Nah. But that's fine. I used to have one girl I could tell precisely anything to and she actually made me feel great, so unlike most people that just shrug you off with a 'i'm sorry you'll feel better soon'. I guess it goes to show there can be some light even in the darkest creatures.


----------



## cmed (Oct 17, 2009)

Heh, I wish. 

I have nobody. It's why I come here.


----------



## FaeSarah (Jun 6, 2014)

I have one female friend, who is actually the wife of my hubby's best friend.. Anyway, I can talk with her about many things, but my SA.. I somehow have the idea she wouldnt understand.. As if it wouldn't fit and she would make fun of me  Other then her, I don't have any good friends at all and maybe I did, but most probably pushed them all away..

So that's why I'm here, though, if I'm completely honest, I feel overwhelmed with the amount of people here..Furthermore I don't want to bore others with my feelings.. Responding to topics is difficult.. It means I have to form an opinion about something, so what if my opinion is stupid?
See what I mean...? :|


----------



## Awkto Awktavious (May 11, 2011)

No. Same reasons as you OP. Just keep it to myself; no big deal.


----------



## laysiaj (Jun 28, 2014)

That's why some of us are here.
I've actually gotten quite a few PMs with people I've had no interaction with just venting to me for some reason. 
I don't mind it at all and am here if anyone needs to vent. I don't judge. I am relatively positive.


----------



## Thedood (Nov 27, 2013)

I have no one I feel comfortable venting to about crappy days. I always feel like I'd be a burden anyway.


----------



## laysiaj (Jun 28, 2014)

I think it's interesting most of us feel like we'd be bugging others by sharing ourselves with them. I guess I feel the same way.

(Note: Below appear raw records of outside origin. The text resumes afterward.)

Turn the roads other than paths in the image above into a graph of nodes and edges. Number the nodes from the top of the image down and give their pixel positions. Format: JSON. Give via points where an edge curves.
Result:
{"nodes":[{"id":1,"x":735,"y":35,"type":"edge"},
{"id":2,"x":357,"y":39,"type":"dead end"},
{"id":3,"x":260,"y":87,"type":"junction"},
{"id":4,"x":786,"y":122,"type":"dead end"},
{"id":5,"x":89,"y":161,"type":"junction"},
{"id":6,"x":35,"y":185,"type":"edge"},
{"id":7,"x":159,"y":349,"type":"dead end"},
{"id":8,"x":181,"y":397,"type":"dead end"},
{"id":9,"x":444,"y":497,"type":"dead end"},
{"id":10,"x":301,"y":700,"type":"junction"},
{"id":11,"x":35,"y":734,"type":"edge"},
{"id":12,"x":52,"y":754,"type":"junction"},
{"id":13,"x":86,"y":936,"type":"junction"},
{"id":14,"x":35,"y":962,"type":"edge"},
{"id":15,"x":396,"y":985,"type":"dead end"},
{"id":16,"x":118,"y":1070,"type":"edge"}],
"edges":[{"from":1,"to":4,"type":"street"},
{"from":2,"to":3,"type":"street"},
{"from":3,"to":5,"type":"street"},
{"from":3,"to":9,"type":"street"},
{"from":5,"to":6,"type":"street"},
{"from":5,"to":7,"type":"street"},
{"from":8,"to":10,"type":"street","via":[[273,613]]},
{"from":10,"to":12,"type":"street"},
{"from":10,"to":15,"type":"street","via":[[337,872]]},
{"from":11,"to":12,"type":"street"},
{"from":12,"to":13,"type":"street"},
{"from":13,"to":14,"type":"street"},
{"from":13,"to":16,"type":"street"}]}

Bug me all you want. I'll bug you the same way.


----------



## Hank Scorpio (Oct 28, 2008)

Don't want one. Why would I want to relive the day's miseries?


----------



## SilentLyric (Aug 20, 2012)

no, not even myself. sometimes my mom asks me, but I don't want her to be the one who listens.


----------



## caelle (Sep 9, 2008)

Yes, I do. I forget how lucky I am because of that. Finding someone who you can speak to so openly without judgment, is hard to find.


----------



## Kalliber (Aug 18, 2012)

i do, <3


----------



## laysiaj (Jun 28, 2014)

RadnessaurousRex said:


> Nope, I usually just dump it here on the forums as well.


Aw honey, I'm right here!


----------



## blue2 (May 20, 2013)

RadnessaurousRex said:


> Nope, I usually just dump it here on the forums as well.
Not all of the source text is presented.